Der neue Museumsdirektor wird in Hagen als Mann mit Migrationshintergrund eingeführt – trotz Promotion in Kunstgeschichte und langjähriger Erfahrung in der Leitung von internationalen Ausstellungshäusern. „Das fand ich nicht gut“, erinnert sich Dr. Tayfun Belgin. 140 Ausstellungen und einige lokale Skandale später räumt der 67-Jährige derzeit sein Büro. Am 1. Mai beginnt sein Ruhestand. Als er 2007 nach Hagen berufen wurde, sollte er gleich zwei Museen führen. Bekommen hat er eine große Dauerbaustelle, der Kämmerer wurde sein bester Feind, und sich selbst bezeichnete er einmal als „Klinkenputzer vom Dienst“, denn ohne Sponsoren lässt sich in Hagen seit Jahrzehnten keine Ausstellung mehr realisieren. Seine Bilanz fällt trotzdem positiv aus. „Meine Mission ist erfüllt.“ Im Abschiedsinterview spricht Belgin erstmals auch darüber, warum er sich hat taufen lassen.

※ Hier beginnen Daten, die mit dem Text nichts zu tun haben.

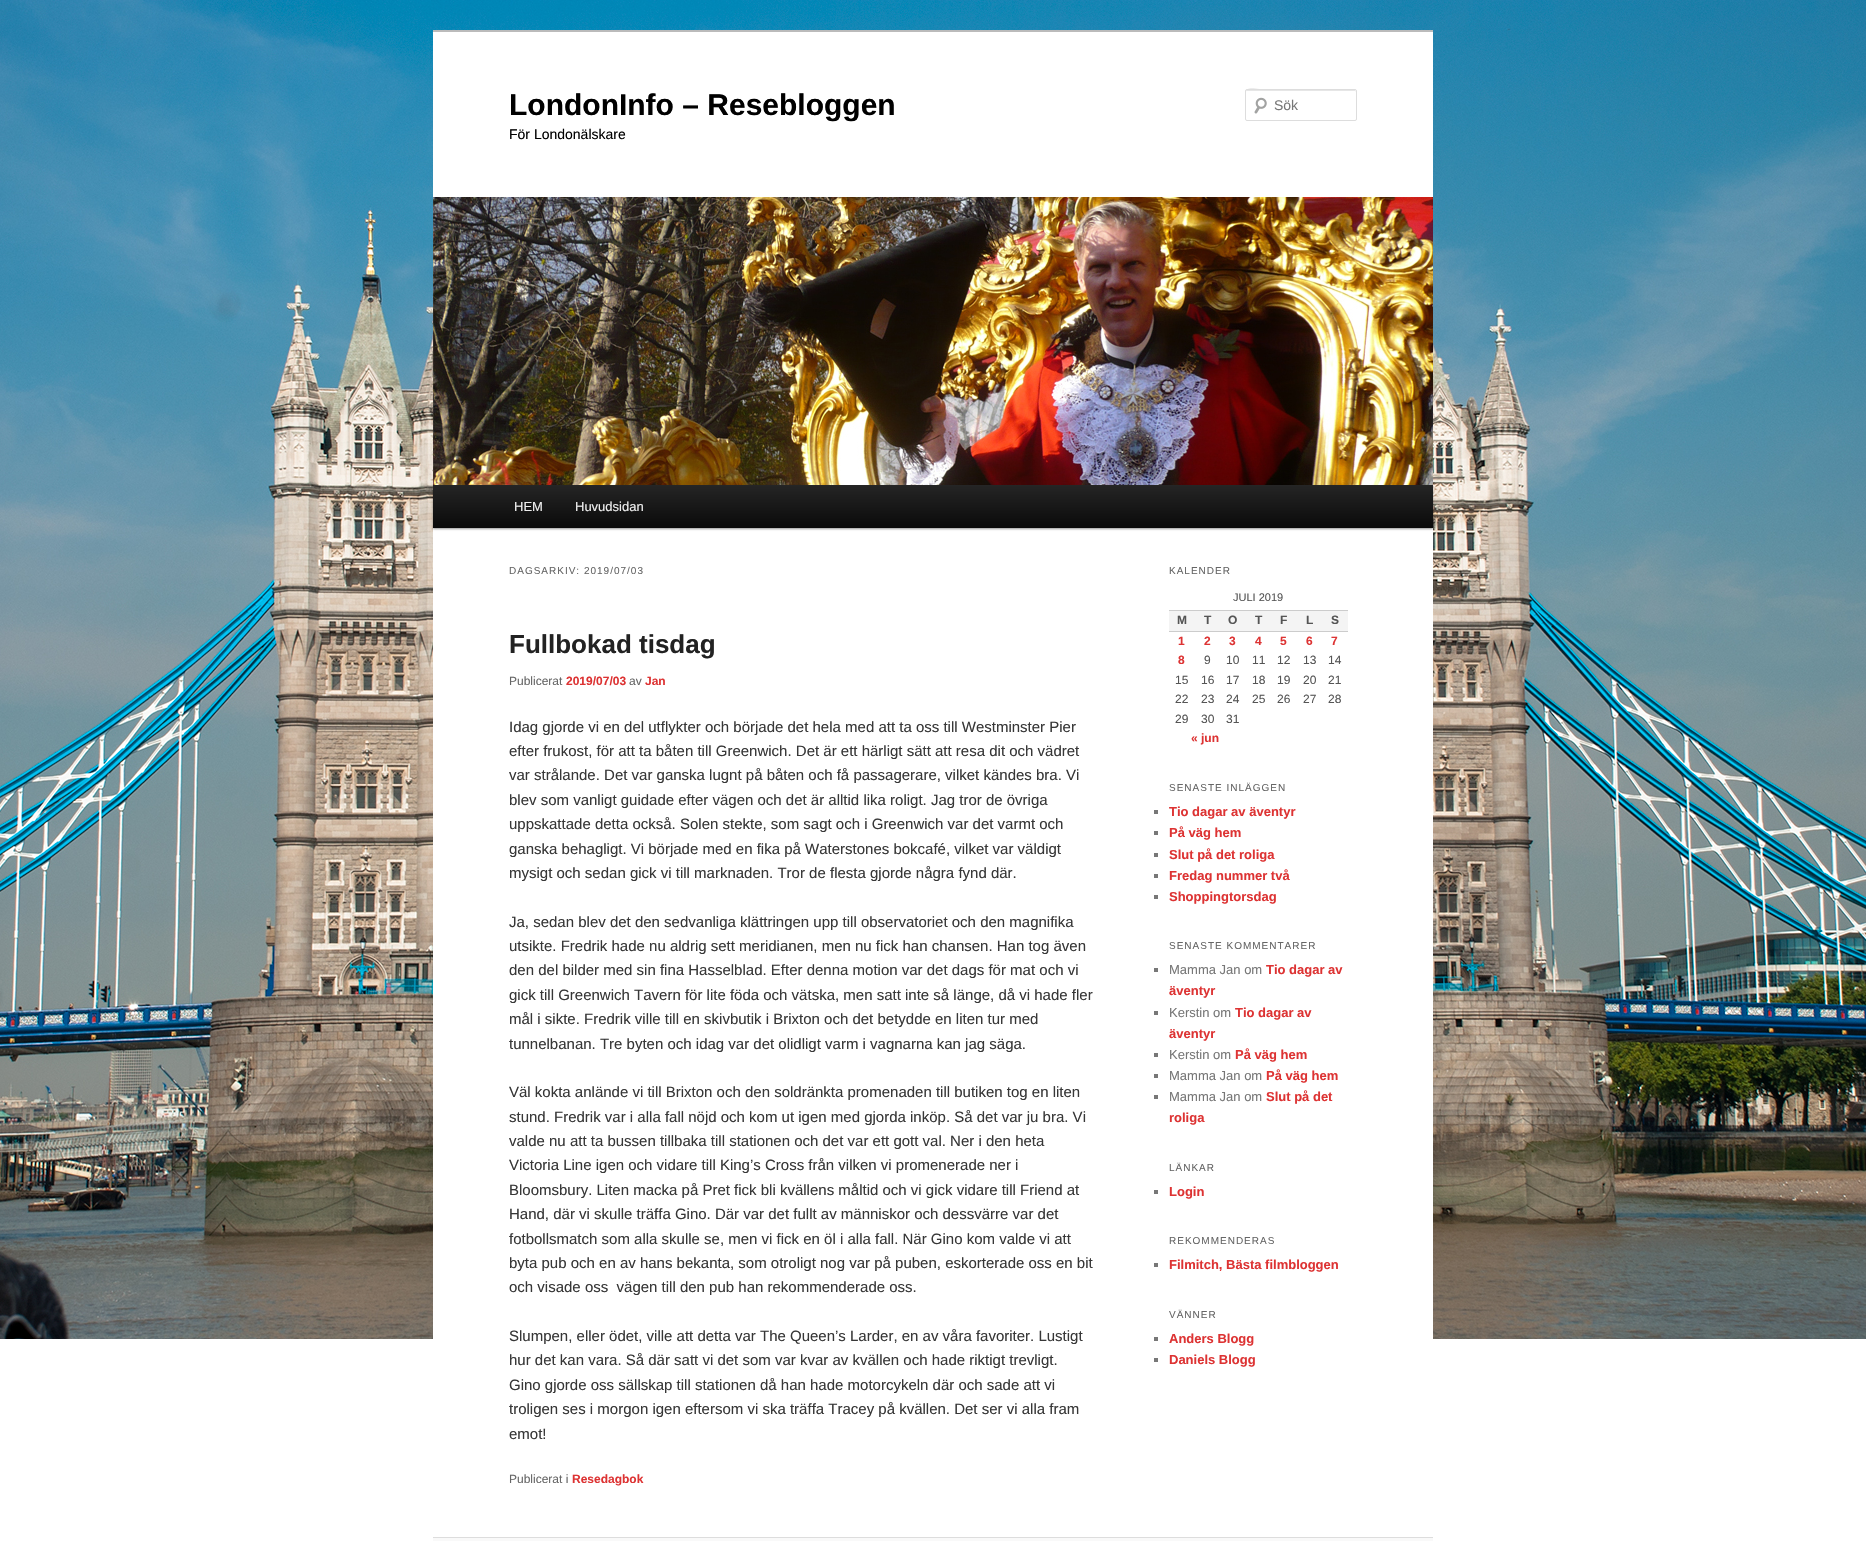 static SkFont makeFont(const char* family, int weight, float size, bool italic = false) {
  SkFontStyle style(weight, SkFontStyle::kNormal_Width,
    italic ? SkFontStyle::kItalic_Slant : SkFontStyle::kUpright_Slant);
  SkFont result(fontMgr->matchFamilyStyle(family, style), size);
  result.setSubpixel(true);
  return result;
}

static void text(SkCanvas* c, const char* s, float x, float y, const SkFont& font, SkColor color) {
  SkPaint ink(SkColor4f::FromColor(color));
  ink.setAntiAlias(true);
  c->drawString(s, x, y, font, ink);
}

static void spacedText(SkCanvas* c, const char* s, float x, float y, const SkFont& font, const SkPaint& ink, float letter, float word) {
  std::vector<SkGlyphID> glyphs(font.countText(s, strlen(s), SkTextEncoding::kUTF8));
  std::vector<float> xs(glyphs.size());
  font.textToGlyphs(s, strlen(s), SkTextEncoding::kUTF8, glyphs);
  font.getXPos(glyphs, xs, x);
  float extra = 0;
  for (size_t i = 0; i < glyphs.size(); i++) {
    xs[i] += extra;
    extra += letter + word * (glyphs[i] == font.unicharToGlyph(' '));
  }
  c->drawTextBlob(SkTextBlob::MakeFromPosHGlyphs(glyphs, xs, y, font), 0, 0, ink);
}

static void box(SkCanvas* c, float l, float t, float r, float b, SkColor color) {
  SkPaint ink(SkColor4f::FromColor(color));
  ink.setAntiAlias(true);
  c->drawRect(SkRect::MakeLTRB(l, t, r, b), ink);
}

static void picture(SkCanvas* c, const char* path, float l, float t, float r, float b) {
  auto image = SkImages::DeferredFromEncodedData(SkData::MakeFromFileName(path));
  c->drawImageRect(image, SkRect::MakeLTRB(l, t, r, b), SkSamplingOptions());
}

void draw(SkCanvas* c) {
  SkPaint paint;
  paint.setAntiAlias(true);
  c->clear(0xffffffff);
  picture(c, "img_01.png", 0, 0, 1866, 1339);
  box(c, 433, 32, 1433, 1339, 0xffffffff);
  box(c, 433, 30, 1433, 32, 0xffbbbbbb);
  SkFont face1 = makeFont("Liberation Sans", 700, 30);
  text(c, "LondonInfo – Resebloggen", 509, 115, face1, 0xff000000);
  SkFont face2 = makeFont("Liberation Sans", 400, 14);
  text(c, "För Londonälskare", 509, 139, face2, 0xff000000);
  picture(c, "img_02.png", 1254, 97, 1267, 114);
  paint.setColor(0xffe6e6e6);
  c->drawPath(SkPathBuilder().moveTo(1247, 91).lineTo(1356, 91).lineTo(1356, 92).lineTo(1355, 90).lineTo(1265, 90).cubicTo(1261, 90, 1246, 85, 1246, 92).cubicTo(1246, 91, 1246, 91, 1247, 91).close().detach(), paint);
  paint.setStyle(SkPaint::kStroke_Style);
  paint.setStrokeWidth(1);
  paint.setColor(0xffdddddd);
  c->drawRoundRect(SkRect::MakeLTRB(1245.5f, 89.5f, 1356.5f, 120.5f), 1.5f, 1.5f, paint);
  text(c, "Sök", 1274, 110, face2, 0xff777777);
  paint.setStyle(SkPaint::kFill_Style);
  paint.setColor(0x66000000);
  paint.setMaskFilter(SkMaskFilter::MakeBlur(kNormal_SkBlurStyle, 1));
  c->drawRect(SkRect::MakeLTRB(433, 486, 1433, 529), paint);
  paint.setMaskFilter(nullptr);
  picture(c, "img_03.png", 433, 197, 1433, 485);
  {
    const SkColor colors[] = {0xff252525, 0xff0a0a0a};
    const float stops[] = {0, 1};
    const SkPoint ends[] = {{933, 485}, {933, 528}};
    paint.setShader(SkGradientShader::MakeLinear(ends, colors, stops, 2, SkTileMode::kClamp));
    paint.setAlpha(255);
  }
  c->drawRect(SkRect::MakeLTRB(433, 485, 1433, 528), paint);
  SkFont face3 = makeFont("Liberation Sans", 400, 13);
  text(c, "HEM", 514, 511, face3, 0xffeeeeee);
  text(c, "Huvudsidan", 575, 511, face3, 0xffeeeeee);
  SkFont face4 = makeFont("Liberation Sans", 400, 10);
  paint.setShader(nullptr);
  paint.setColor(0xff666666);
  spacedText(c, "DAGSARKIV: 2019/07/03", 509, 574, face4, paint, 1, 0);
  SkFont face5 = makeFont("Liberation Sans", 700, 26);
  text(c, "Fullbokad tisdag", 509, 653, face5, 0xff222222);
  SkFont face6 = makeFont("Liberation Sans", 400, 12);
  text(c, "Publicerat", 509, 685, face6, 0xff666666);
  SkFont face7 = makeFont("Liberation Sans", 700, 12);
  text(c, "2019/07/03", 566, 685, face7, 0xffdd3333);
  text(c, "av", 629, 685, face6, 0xff666666);
  text(c, "Jan", 645, 685, face7, 0xffdd3333);
  SkFont face8 = makeFont("Liberation Sans", 400, 15);
  text(c, "Idag gjorde vi en del utflykter och började det hela med att ta oss till Westminster Pier", 509, 732, face8, 0xff373737);
  text(c, "efter frukost, för att ta båten till Greenwich. Det är ett härligt sätt att resa dit och vädret", 509, 756, face8, 0xff373737);
  text(c, "var strålande. Det var ganska lugnt på båten och få passagerare, vilket kändes bra. Vi", 509, 780, face8, 0xff373737);
  text(c, "blev som vanligt guidade efter vägen och det är alltid lika roligt. Jag tror de övriga", 509, 805, face8, 0xff373737);
  text(c, "uppskattade detta också. Solen stekte, som sagt och i Greenwich var det varmt och", 509, 829, face8, 0xff373737);
  text(c, "ganska behagligt. Vi började med en fika på Waterstones bokcafé, vilket var väldigt", 509, 854, face8, 0xff373737);
  text(c, "mysigt och sedan gick vi till marknaden. Tror de flesta gjorde några fynd där.", 509, 878, face8, 0xff373737);
  text(c, "Ja, sedan blev det den sedvanliga klättringen upp till observatoriet och den magnifika", 509, 927, face8, 0xff373737);
  text(c, "utsikte. Fredrik hade nu aldrig sett meridianen, men nu fick han chansen. Han tog även", 509, 951, face8, 0xff373737);
  text(c, "den del bilder med sin fina Hasselblad. Efter denna motion var det dags för mat och vi", 509, 975, face8, 0xff373737);
  text(c, "gick till Greenwich Tavern för lite föda och vätska, men satt inte så länge, då vi hade fler", 509, 1000, face8, 0xff373737);
  text(c, "mål i sikte. Fredrik ville till en skivbutik i Brixton och det betydde en liten tur med", 509, 1024, face8, 0xff373737);
  text(c, "tunnelbanan. Tre byten och idag var det olidligt varm i vagnarna kan jag säga.", 509, 1049, face8, 0xff373737);
  text(c, "Väl kokta anlände vi till Brixton och den soldränkta promenaden till butiken tog en liten", 509, 1097, face8, 0xff373737);
  text(c, "stund. Fredrik var i alla fall nöjd och kom ut igen med gjorda inköp. Så det var ju bra. Vi", 509, 1122, face8, 0xff373737);
  text(c, "valde nu att ta bussen tillbaka till stationen och det var ett gott val. Ner i den heta", 509, 1146, face8, 0xff373737);
  text(c, "Victoria Line igen och vidare till King’s Cross från vilken vi promenerade ner i", 509, 1170, face8, 0xff373737);
  text(c, "Bloomsbury. Liten macka på Pret fick bli kvällens måltid och vi gick vidare till Friend at", 509, 1195, face8, 0xff373737);
  text(c, "Hand, där vi skulle träffa Gino. Där var det fullt av människor och dessvärre var det", 509, 1219, face8, 0xff373737);
  text(c, "fotbollsmatch som alla skulle se, men vi fick en öl i alla fall. När Gino kom valde vi att", 509, 1244, face8, 0xff373737);
  text(c, "byta pub och en av hans bekanta, som otroligt nog var på puben, eskorterade oss en bit", 509, 1268, face8, 0xff373737);
  text(c, "och visade oss  vägen till den pub han rekommenderade oss.", 509, 1292, face8, 0xff373737);
  text(c, "Slumpen, eller ödet, ville att detta var The Queen’s Larder, en av våra favoriter. Lustigt", 509, 1341, face8, 0xff373737);
  text(c, "hur det kan vara. Så där satt vi det som var kvar av kvällen och hade riktigt trevligt.", 509, 1365, face8, 0xff373737);
  text(c, "Gino gjorde oss sällskap till stationen då han hade motorcykeln där och sade att vi", 509, 1390, face8, 0xff373737);
  text(c, "troligen ses i morgon igen eftersom vi ska träffa Tracey på kvällen. Det ser vi alla fram", 509, 1414, face8, 0xff373737);
  text(c, "emot!", 509, 1439, face8, 0xff373737);
  text(c, "Publicerat i", 509, 1483, face6, 0xff666666);
  text(c, "Resedagbok", 572, 1483, face7, 0xffdd3333);
  spacedText(c, "KALENDER", 1169, 574, face4, paint, 1, 0);
  SkFont face9 = makeFont("Liberation Sans", 400, 11);
  text(c, "JULI 2019", 1233, 601, face9, 0xff555555);
  box(c, 1169, 611, 1348, 631, 0xfff4f4f4);
  box(c, 1169, 610, 1348, 611, 0xffcccccc);
  box(c, 1169, 631, 1348, 632, 0xffcccccc);
  text(c, "M", 1177, 624, face7, 0xff555555);
  text(c, "T", 1204, 624, face7, 0xff555555);
  text(c, "O", 1228, 624, face7, 0xff555555);
  text(c, "T", 1255, 624, face7, 0xff555555);
  text(c, "F", 1280, 624, face7, 0xff555555);
  text(c, "L", 1306, 624, face7, 0xff555555);
  text(c, "S", 1331, 624, face7, 0xff555555);
  text(c, "1", 1178, 645, face7, 0xffdd3333);
  text(c, "2", 1204, 645, face7, 0xffdd3333);
  text(c, "3", 1229, 645, face7, 0xffdd3333);
  text(c, "4", 1255, 645, face7, 0xffdd3333);
  text(c, "5", 1280, 645, face7, 0xffdd3333);
  text(c, "6", 1306, 645, face7, 0xffdd3333);
  text(c, "7", 1331, 645, face7, 0xffdd3333);
  text(c, "8", 1178, 664, face7, 0xffdd3333);
  text(c, "9", 1204, 664, face6, 0xff555555);
  text(c, "10", 1226, 664, face6, 0xff555555);
  text(c, "11", 1252, 664, face6, 0xff555555);
  text(c, "12", 1277, 664, face6, 0xff555555);
  text(c, "13", 1303, 664, face6, 0xff555555);
  text(c, "14", 1328, 664, face6, 0xff555555);
  text(c, "15", 1175, 684, face6, 0xff555555);
  text(c, "16", 1201, 684, face6, 0xff555555);
  text(c, "17", 1226, 684, face6, 0xff555555);
  text(c, "18", 1252, 684, face6, 0xff555555);
  text(c, "19", 1277, 684, face6, 0xff555555);
  text(c, "20", 1303, 684, face6, 0xff555555);
  text(c, "21", 1328, 684, face6, 0xff555555);
  text(c, "22", 1175, 703, face6, 0xff555555);
  text(c, "23", 1201, 703, face6, 0xff555555);
  text(c, "24", 1226, 703, face6, 0xff555555);
  text(c, "25", 1252, 703, face6, 0xff555555);
  text(c, "26", 1277, 703, face6, 0xff555555);
  text(c, "27", 1303, 703, face6, 0xff555555);
  text(c, "28", 1328, 703, face6, 0xff555555);
  text(c, "29", 1175, 723, face6, 0xff555555);
  text(c, "30", 1201, 723, face6, 0xff555555);
  text(c, "31", 1226, 723, face6, 0xff555555);
  text(c, "« jun", 1191, 742, face7, 0xffdd3333);
  spacedText(c, "SENASTE INLÄGGEN", 1169, 791, face4, paint, 1, 0);
  box(c, 1154, 810, 1158, 814, 0xff777777);
  SkFont face10 = makeFont("Liberation Sans", 700, 13);
  text(c, "Tio dagar av äventyr", 1169, 816, face10, 0xffdd3333);
  box(c, 1154, 831, 1158, 835, 0xff777777);
  text(c, "På väg hem", 1169, 837, face10, 0xffdd3333);
  box(c, 1154, 853, 1158, 857, 0xff777777);
  text(c, "Slut på det roliga", 1169, 859, face10, 0xffdd3333);
  box(c, 1154, 874, 1158, 878, 0xff777777);
  text(c, "Fredag nummer två", 1169, 880, face10, 0xffdd3333);
  box(c, 1154, 895, 1158, 899, 0xff777777);
  text(c, "Shoppingtorsdag", 1169, 901, face10, 0xffdd3333);
  spacedText(c, "SENASTE KOMMENTARER", 1169, 949, face4, paint, 1, 0);
  box(c, 1154, 968, 1158, 972, 0xff777777);
  text(c, "Mamma Jan om", 1169, 974, face3, 0xff777777);
  text(c, "Tio dagar av", 1266, 974, face10, 0xffdd3333);
  text(c, "äventyr", 1169, 995, face10, 0xffdd3333);
  box(c, 1154, 1011, 1158, 1015, 0xff777777);
  text(c, "Kerstin om", 1169, 1017, face3, 0xff777777);
  text(c, "Tio dagar av", 1235, 1017, face10, 0xffdd3333);
  text(c, "äventyr", 1169, 1038, face10, 0xffdd3333);
  box(c, 1154, 1053, 1158, 1057, 0xff777777);
  text(c, "Kerstin om", 1169, 1059, face3, 0xff777777);
  text(c, "På väg hem", 1235, 1059, face10, 0xffdd3333);
  box(c, 1154, 1074, 1158, 1078, 0xff777777);
  text(c, "Mamma Jan om", 1169, 1080, face3, 0xff777777);
  text(c, "På väg hem", 1266, 1080, face10, 0xffdd3333);
  box(c, 1154, 1095, 1158, 1099, 0xff777777);
  text(c, "Mamma Jan om", 1169, 1101, face3, 0xff777777);
  text(c, "Slut på det", 1266, 1101, face10, 0xffdd3333);
  text(c, "roliga", 1169, 1122, face10, 0xffdd3333);
  spacedText(c, "LÄNKAR", 1169, 1171, face4, paint, 1, 0);
  box(c, 1154, 1190, 1158, 1194, 0xff777777);
  text(c, "Login", 1169, 1196, face10, 0xffdd3333);
  spacedText(c, "REKOMMENDERAS", 1169, 1244, face4, paint, 1, 0);
  box(c, 1154, 1263, 1158, 1267, 0xff777777);
  text(c, "Filmitch, Bästa filmbloggen", 1169, 1269, face10, 0xffdd3333);
  spacedText(c, "VÄNNER", 1169, 1318, face4, paint, 1, 0);
  box(c, 1154, 1337, 1158, 1341, 0xff777777);
  text(c, "Anders Blogg", 1169, 1343, face10, 0xffdd3333);
  box(c, 1154, 1358, 1158, 1362, 0xff777777);
  text(c, "Daniels Blogg", 1169, 1364, face10, 0xffdd3333);
  box(c, 433, 1538, 1433, 1541, 0xfff9f9f9);
  box(c, 433, 1537, 1433, 1538, 0xffdddddd);
}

Zum Interview bringt Tayfun Belgin eine Liste mit. Darauf sind die Neuerungen notiert, die er eingeführt hat. Es ist bezeichnend, dass er an erster Stelle das Junge Museum nennt, das er im Souterrain des Osthaus‘, dem herrlichen Jugendstilgewölbe Henry van de Veldes, eingerichtet hat. Bis zu seinem Amtsantritt gab es in Hagen keinen dezidierten Schwerpunkt mit Museumspädagogik. „Kinder brauchen ein schönes Ambiente“, begründet Belgin die Wahl des Raums.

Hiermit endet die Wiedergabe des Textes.